Il vostro obiettivo può essere molto semplice: fare tutti i compiti, fare attenzione a lezione o leggere ogni giorno qualche pagina di un libro. Potreste decidere di intraprendere qualche attività extracurricolare o fare del volontariato. Potreste decidere di difendere i ragazzi che vengono presi in giro o che sono vittime di atti di bullismo per via del loro aspetto o delle loro origini perché, come me, credete che tutti i bambini abbiano diritto a un ambiente sicuro per studiare e imparare. Potreste decidere di avere più cura di voi stessi per rendere di più e imparare meglio.
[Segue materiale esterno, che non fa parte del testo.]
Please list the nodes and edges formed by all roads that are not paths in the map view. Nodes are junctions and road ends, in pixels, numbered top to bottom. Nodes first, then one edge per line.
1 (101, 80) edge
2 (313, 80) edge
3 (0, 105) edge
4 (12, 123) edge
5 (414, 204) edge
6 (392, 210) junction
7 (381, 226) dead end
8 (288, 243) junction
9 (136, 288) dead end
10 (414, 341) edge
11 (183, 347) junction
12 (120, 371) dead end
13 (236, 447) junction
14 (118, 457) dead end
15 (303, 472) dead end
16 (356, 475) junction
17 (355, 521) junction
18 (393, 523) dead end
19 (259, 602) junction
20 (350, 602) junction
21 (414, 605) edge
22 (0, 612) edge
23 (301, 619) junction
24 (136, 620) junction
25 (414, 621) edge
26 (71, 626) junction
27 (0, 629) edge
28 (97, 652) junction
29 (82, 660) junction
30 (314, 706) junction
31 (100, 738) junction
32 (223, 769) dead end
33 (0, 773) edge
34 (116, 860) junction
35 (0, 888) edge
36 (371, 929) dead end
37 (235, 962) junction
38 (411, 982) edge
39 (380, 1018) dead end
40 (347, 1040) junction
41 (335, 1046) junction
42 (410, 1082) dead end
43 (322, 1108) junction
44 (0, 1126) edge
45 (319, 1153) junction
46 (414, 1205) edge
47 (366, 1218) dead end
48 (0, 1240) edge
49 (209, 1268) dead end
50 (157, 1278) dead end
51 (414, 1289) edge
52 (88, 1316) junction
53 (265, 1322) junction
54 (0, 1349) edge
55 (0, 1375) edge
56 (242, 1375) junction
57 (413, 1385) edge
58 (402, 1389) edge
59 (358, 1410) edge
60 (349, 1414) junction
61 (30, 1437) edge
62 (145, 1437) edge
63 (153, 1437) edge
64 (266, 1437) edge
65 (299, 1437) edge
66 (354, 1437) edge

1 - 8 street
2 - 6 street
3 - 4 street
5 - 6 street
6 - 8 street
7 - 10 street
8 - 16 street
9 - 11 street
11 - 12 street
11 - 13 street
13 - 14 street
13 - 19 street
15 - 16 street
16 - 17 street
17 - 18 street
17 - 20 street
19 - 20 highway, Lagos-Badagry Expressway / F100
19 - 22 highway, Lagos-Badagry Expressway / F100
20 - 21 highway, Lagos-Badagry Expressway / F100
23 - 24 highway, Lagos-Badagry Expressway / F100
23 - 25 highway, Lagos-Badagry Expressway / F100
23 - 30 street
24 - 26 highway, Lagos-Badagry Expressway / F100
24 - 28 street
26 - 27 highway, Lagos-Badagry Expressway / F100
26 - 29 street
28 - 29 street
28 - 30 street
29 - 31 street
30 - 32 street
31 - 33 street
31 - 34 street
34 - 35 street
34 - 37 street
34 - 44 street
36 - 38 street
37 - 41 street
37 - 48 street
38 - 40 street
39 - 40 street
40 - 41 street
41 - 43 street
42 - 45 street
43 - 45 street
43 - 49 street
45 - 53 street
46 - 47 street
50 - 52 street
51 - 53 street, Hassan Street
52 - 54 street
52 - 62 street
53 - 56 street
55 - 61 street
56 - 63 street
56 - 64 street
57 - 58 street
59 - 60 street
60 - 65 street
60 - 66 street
E in tutto questo, spero vi laviate molto le mani e ve ne stiate a casa se non state bene in modo da evitare il più possibile il contagio dell’influenza quest’inverno. Qualunque cosa facciate voglio che vi ci dedichiate. So che a volte la tv vi dà l’impressione di poter diventare ricchi e famosi senza dover davvero lavorare, diventando una star del basket o un rapper, o protagonista di un reality. Ma è poco probabile, la verità è che il successo è duro da conquistare.
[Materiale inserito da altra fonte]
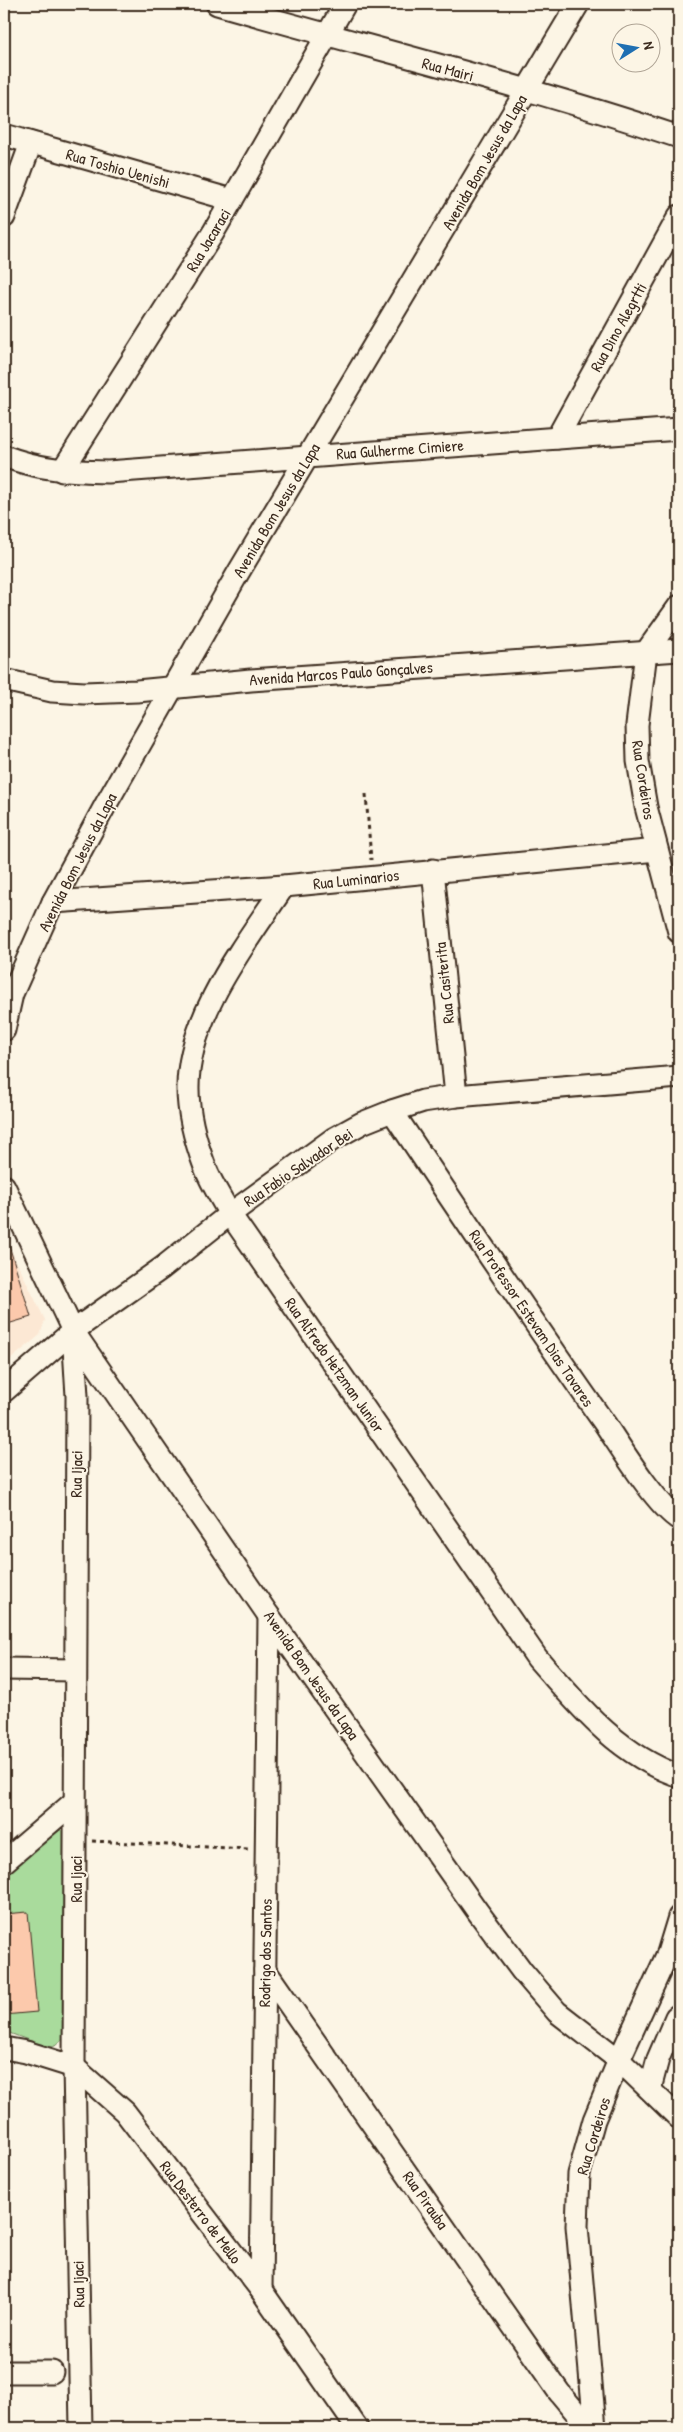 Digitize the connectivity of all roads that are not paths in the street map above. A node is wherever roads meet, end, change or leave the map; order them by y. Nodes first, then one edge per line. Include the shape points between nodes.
1 (216, 4) edge
2 (345, 4) edge
3 (578, 4) edge
4 (325, 36) junction
5 (526, 89) junction
6 (4, 135) edge
7 (679, 137) edge
8 (30, 143) junction
9 (232, 200) junction
10 (679, 216) edge
11 (4, 217) edge
12 (679, 429) edge
13 (557, 438) junction
14 (4, 456) edge
15 (308, 456) junction
16 (62, 471) junction
17 (679, 606) edge
18 (679, 650) edge
19 (646, 652) junction
20 (4, 680) edge
21 (173, 689) junction
22 (657, 850) junction
23 (433, 870) junction
24 (284, 886) junction
25 (54, 902) junction
26 (679, 932) edge
27 (4, 1030) edge
28 (679, 1077) edge
29 (456, 1096) junction
30 (392, 1111) junction
31 (4, 1186) edge
32 (230, 1214) junction
33 (74, 1331) junction
34 (4, 1391) edge
35 (679, 1519) edge
36 (269, 1616) junction
37 (4, 1669) edge
38 (76, 1670) junction
39 (679, 1776) edge
40 (74, 1802) junction
41 (4, 1862) edge
42 (679, 1917) edge
43 (265, 1970) junction
44 (679, 2015) edge
45 (4, 2048) edge
46 (619, 2060) junction
47 (74, 2067) junction
48 (650, 2089) junction
49 (679, 2118) edge
50 (261, 2290) junction
51 (4, 2372) edge
52 (52, 2372) dead end
53 (81, 2428) edge
54 (357, 2428) edge
55 (589, 2428) edge
56 (595, 2428) edge

1 - 4 street, Rua Mairi
2 - 4 street, Rua Jacaraci
3 - 5 street, Avenida Bom Jesus da Lapa
4 - 5 street, Rua Mairi
4 - 9 street, Rua Jacaraci
5 - 7 street, Rua Mairi
5 - 15 street, Avenida Bom Jesus da Lapa
6 - 8 street, Rua Toshio Uenishi
8 - 9 street, Rua Toshio Uenishi
8 - 11 street
9 - 16 street, Rua Jacaraci
10 - 13 street, Rua Dino Alegrtti
12 - 13 street, Rua Gulherme Cimiere
13 - 15 street, Rua Gulherme Cimiere
14 - 16 street, Rua Gulherme Cimiere via 29,466
15 - 16 street, Rua Gulherme Cimiere via 108,472
15 - 21 street, Avenida Bom Jesus da Lapa
17 - 19 street, Rua Cordeiros
18 - 19 street, Avenida Marcos Paulo Gonçalves
19 - 21 street, Avenida Marcos Paulo Gonçalves via 251,680
19 - 22 street, Rua Cordeiros via 636,725 638,761
20 - 21 street, Avenida Marcos Paulo Gonçalves via 52,691 84,693
21 - 25 street, Avenida Bom Jesus da Lapa
22 - 23 street, Rua Luminarios
22 - 26 street, Rua Cordeiros
23 - 24 street, Rua Luminarios
23 - 29 street, Rua Casiterita
24 - 25 street, Rua Luminarios
24 - 32 street, Rua Alfredo Hetzman Junior via 221,983 190,1065 191,1121 205,1168
25 - 27 street, Avenida Bom Jesus da Lapa via 12,994
28 - 29 street, Rua Fabio Salvador Bei
29 - 30 street, Rua Fabio Salvador Bei via 423,1100
30 - 32 street, Rua Fabio Salvador Bei via 333,1139
30 - 35 street, Rua Professor Estevam Dias Tavares via 544,1338 659,1499
31 - 33 street, Avenida Bom Jesus da Lapa
32 - 33 street, Rua Fabio Salvador Bei
32 - 39 street, Rua Alfredo Hetzman Junior via 537,1658 596,1725 654,1767
33 - 34 street, Rua Fabio Salvador Bei
33 - 36 street, Avenida Bom Jesus da Lapa
33 - 38 street, Rua Ijaci via 77,1396
36 - 43 street, Rodrigo dos Santos
36 - 46 street, Avenida Bom Jesus da Lapa via 522,1971 557,2012
37 - 38 street
38 - 40 street, Rua Ijaci
40 - 41 street
40 - 47 street, Rua Ijaci
42 - 46 street, Rua Cordeiros via 668,1953
43 - 50 street, Rodrigo dos Santos
43 - 55 street, Rua Pirauba via 559,2392
44 - 48 street via 658,2059
45 - 47 street, Rua Desterro de Mello
46 - 48 street, Avenida Bom Jesus da Lapa
46 - 56 street, Rua Cordeiros via 594,2120 579,2174 577,2226
47 - 50 street, Rua Desterro de Mello via 125,2112
47 - 53 street, Rua Ijaci
48 - 49 street, Avenida Bom Jesus da Lapa
50 - 54 street, Rua Desterro de Mello
51 - 52 street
Non vi piacerà tutto quello che studiate. Non farete amicizia con tutti i professori. Non tutti i compiti vi sembreranno così fondamentali. E non avrete necessariamente successo al primo tentativo. È giusto così. Alcune tra le persone di maggior successo nel mondo hanno collezionato i più enormi fallimenti. Il primo Harry Potter di JK Rowling è stato rifiutato dodici volte prima di essere finalmente pubblicato. Michael Jordan fu espulso dalla squadra di basket alle superiori e perse centinaia di incontri e mancò migliaia di canestri durante la sua carriera. Ma una volta disse: «Ho fallito più e più volte nella mia vita. Ecco perché ce l’ho fatta».
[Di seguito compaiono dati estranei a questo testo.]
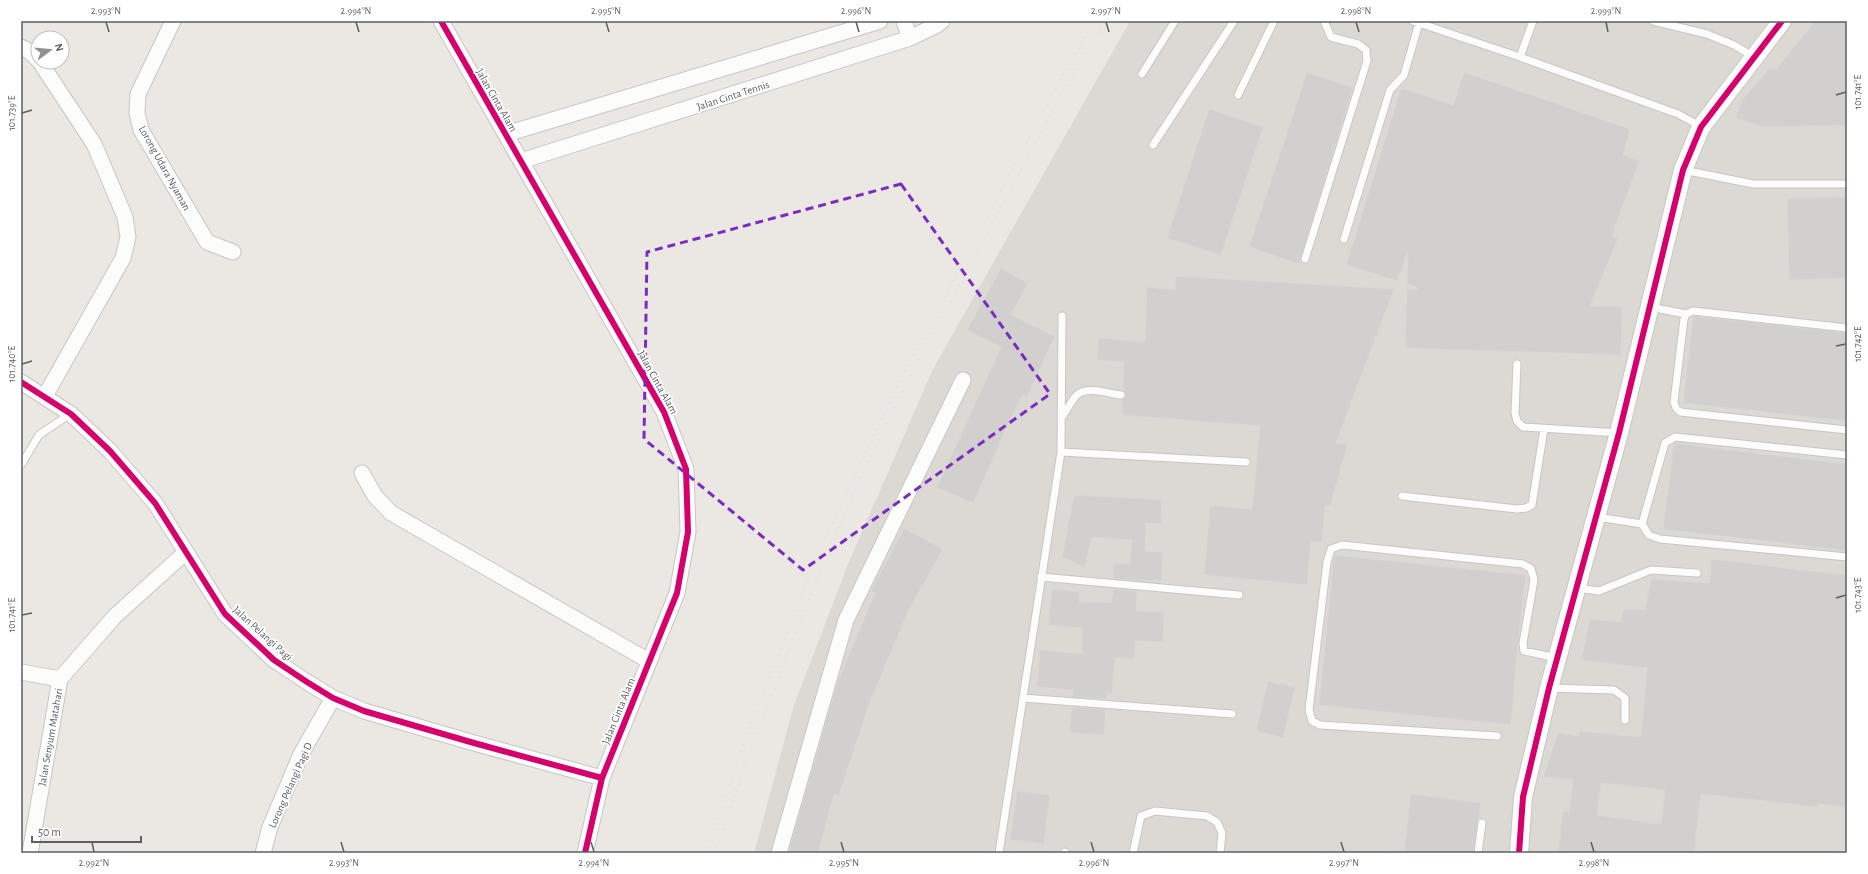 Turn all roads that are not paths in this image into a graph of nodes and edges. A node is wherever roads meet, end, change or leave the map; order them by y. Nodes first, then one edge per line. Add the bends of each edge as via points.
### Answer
1 (173, 21) edge
2 (441, 21) edge
3 (880, 21) edge
4 (904, 21) edge
5 (942, 21) edge
6 (1175, 21) edge
7 (1234, 21) edge
8 (1274, 21) edge
9 (1324, 21) edge
10 (1533, 21) edge
11 (1653, 21) edge
12 (1782, 21) edge
13 (1416, 22) edge
14 (910, 38) junction
15 (21, 47) edge
16 (30, 52) edge
17 (1520, 57) junction
18 (1755, 57) junction
19 (45, 70) edge
20 (1142, 74) dead end
21 (1238, 95) dead end
22 (1701, 127) junction
23 (506, 134) junction
24 (1153, 145) dead end
25 (521, 162) junction
26 (1683, 170) junction
27 (1843, 184) dead end
28 (1344, 239) dead end
29 (233, 252) dead end
30 (1305, 260) dead end
31 (1650, 307) junction
32 (1686, 314) junction
33 (1062, 316) dead end
34 (1847, 328) edge
35 (1517, 364) dead end
36 (963, 380) dead end
37 (21, 382) edge
38 (1121, 395) dead end
39 (45, 396) junction
40 (71, 414) junction
41 (1062, 417) junction
42 (1544, 429) junction
43 (1847, 430) edge
44 (1619, 433) junction
45 (1061, 452) junction
46 (1847, 455) edge
47 (1246, 462) dead end
48 (21, 465) edge
49 (362, 473) dead end
50 (1402, 496) dead end
51 (1597, 517) junction
52 (1642, 524) junction
53 (186, 552) junction
54 (1847, 557) edge
55 (1697, 573) dead end
56 (1041, 576) junction
57 (1577, 588) junction
58 (1239, 595) dead end
59 (1558, 658) junction
60 (649, 661) junction
61 (21, 672) edge
62 (60, 679) junction
63 (1549, 688) junction
64 (333, 698) junction
65 (1023, 698) junction
66 (1232, 714) dead end
67 (1625, 720) dead end
68 (1497, 736) dead end
69 (602, 778) junction
70 (1482, 823) dead end
71 (30, 853) edge
72 (263, 853) edge
73 (585, 853) edge
74 (779, 853) edge
75 (999, 853) edge
76 (1134, 853) edge
77 (1220, 853) edge
78 (1478, 853) edge
79 (1519, 853) edge

1 - 29 street, Lorong Udara Nyaman via 138,94 137,113 141,130 207,242
2 - 23 street, Jalan Cinta Alam
3 - 23 street
4 - 14 street
5 - 14 street, Jalan Cinta Tennis
6 - 20 lane
7 - 24 lane
8 - 21 lane
9 - 30 lane via 1331,36 1358,44 1366,50 1366,61
10 - 17 lane
11 - 18 lane via 1707,34
12 - 18 street
13 - 17 lane
13 - 28 lane via 1404,75 1390,90
14 - 25 street, Jalan Cinta Tennis
15 - 16 street
17 - 22 lane via 1678,114
18 - 22 street
19 - 39 street via 94,144 125,217 128,237 123,258
22 - 26 street
23 - 25 street, Jalan Cinta Alam
25 - 60 street, Jalan Cinta Alam via 664,412 686,469 688,532 677,593
26 - 27 lane via 1753,184
26 - 31 street
31 - 32 lane
31 - 44 street
32 - 34 lane via 1693,311
32 - 43 lane via 1674,402 1680,412
33 - 41 lane
35 - 42 lane via 1517,421 1523,427
36 - 74 street via 846,620
37 - 39 street, Jalan Pelangi Pagi
38 - 41 lane via 1087,390 1081,392
39 - 40 street, Jalan Pelangi Pagi
40 - 48 lane via 39,435
40 - 53 street, Jalan Pelangi Pagi via 110,451 155,504
41 - 45 lane
42 - 44 lane
42 - 50 lane via 1532,504 1526,508
44 - 51 street
45 - 47 lane
45 - 56 lane
46 - 52 lane via 1675,437 1665,443
49 - 60 street via 375,496 390,513
51 - 52 lane
51 - 57 street
52 - 54 lane via 1649,535 1660,538
53 - 62 street, Jalan Senyum Matahari via 114,616
53 - 64 street, Jalan Pelangi Pagi via 225,614 274,660
55 - 57 lane via 1651,570 1599,591
56 - 58 lane
56 - 65 lane
57 - 59 street
59 - 63 street
59 - 68 lane via 1524,651 1534,580 1531,569 1523,564 1342,545 1331,549 1327,562 1309,710 1312,721 1320,725
60 - 69 street, Jalan Cinta Alam
61 - 62 street
62 - 71 street, Jalan Senyum Matahari
63 - 67 lane via 1614,690 1625,698
63 - 79 street via 1523,797
64 - 69 street, Jalan Pelangi Pagi via 371,713
64 - 72 street, Lorong Pelangi Pagi D via 301,754 270,827
65 - 66 lane
65 - 75 lane
69 - 73 street, Jalan Cinta Alam
70 - 78 lane
76 - 77 lane via 1141,816 1154,811 1207,816 1217,822 1222,833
Nessuno è nato capace di fare le cose, si impara sgobbando. Non sei mai un grande atleta la prima volta che tenti un nuovo sport. Non azzecchi mai ogni nota la prima volta che canti una canzone. Occorre fare esercizio. Con la scuola è lo stesso. Può capitare di dover fare e rifare un esercizio di matematica prima di risolverlo o di dover leggere e rileggere qualcosa prima di capirlo, o dover scrivere e riscrivere qualcosa prima che vada bene. La storia dell’America non è stata fatta da gente che ha lasciato perdere quando il gioco si faceva duro ma da chi è andato avanti, ci ha provato di nuovo e con più impegno e ha amato troppo il proprio Paese per fare qualcosa di meno che il proprio meglio.

È la storia degli studenti che sedevano ai vostri posti 250 anni fa e fecero una rivoluzione per fondare questa nazione. Di quelli che sedevano al vostro posto 75 anni fa e superarono la Depressione e vinsero una guerra mondiale. Che combatterono per i diritti civili e mandarono un uomo sulla Luna. Di quelli che sedevano al vostro posto 20 anni fa e hanno creato Google, Twitter e Facebook cambiando il modo di comunicare.

Così, vi chiedo, quale sarà il vostro contributo? Quali problemi risolverete? Quali scoperte farete? Il presidente che verrà di qui a 20, 50 o 100 anni cosa dirà che avrete fatto per questo Paese? Le vostre famiglie, i vostri insegnanti e io stiamo facendo di tutto per fare sì che voi abbiate l’istruzione necessaria per saper rispondere a queste domande. Mi sto dando da fare per garantirvi classi e libri e accessori e computer, tutto il necessario al vostro apprendimento. Ma anche voi dovete fare la vostra parte. Quindi da voi quest’anno mi aspetto serietà. Mi aspetto il massimo dell’impegno in qualsiasi cosa facciate. Mi aspetto grandi cose, da ognuno di voi. Quindi non deludeteci, non deludete le vostre famiglie, il vostro Paese e voi stessi. Rendeteci orgogliosi di voi. So che potete farlo.

Questo è un estratto del discorso di saluto che il presidente Barack Obama farà agli studenti americani per l’apertura dell’anno scolastico. Oggi sarà trasmesso in tv alle 12.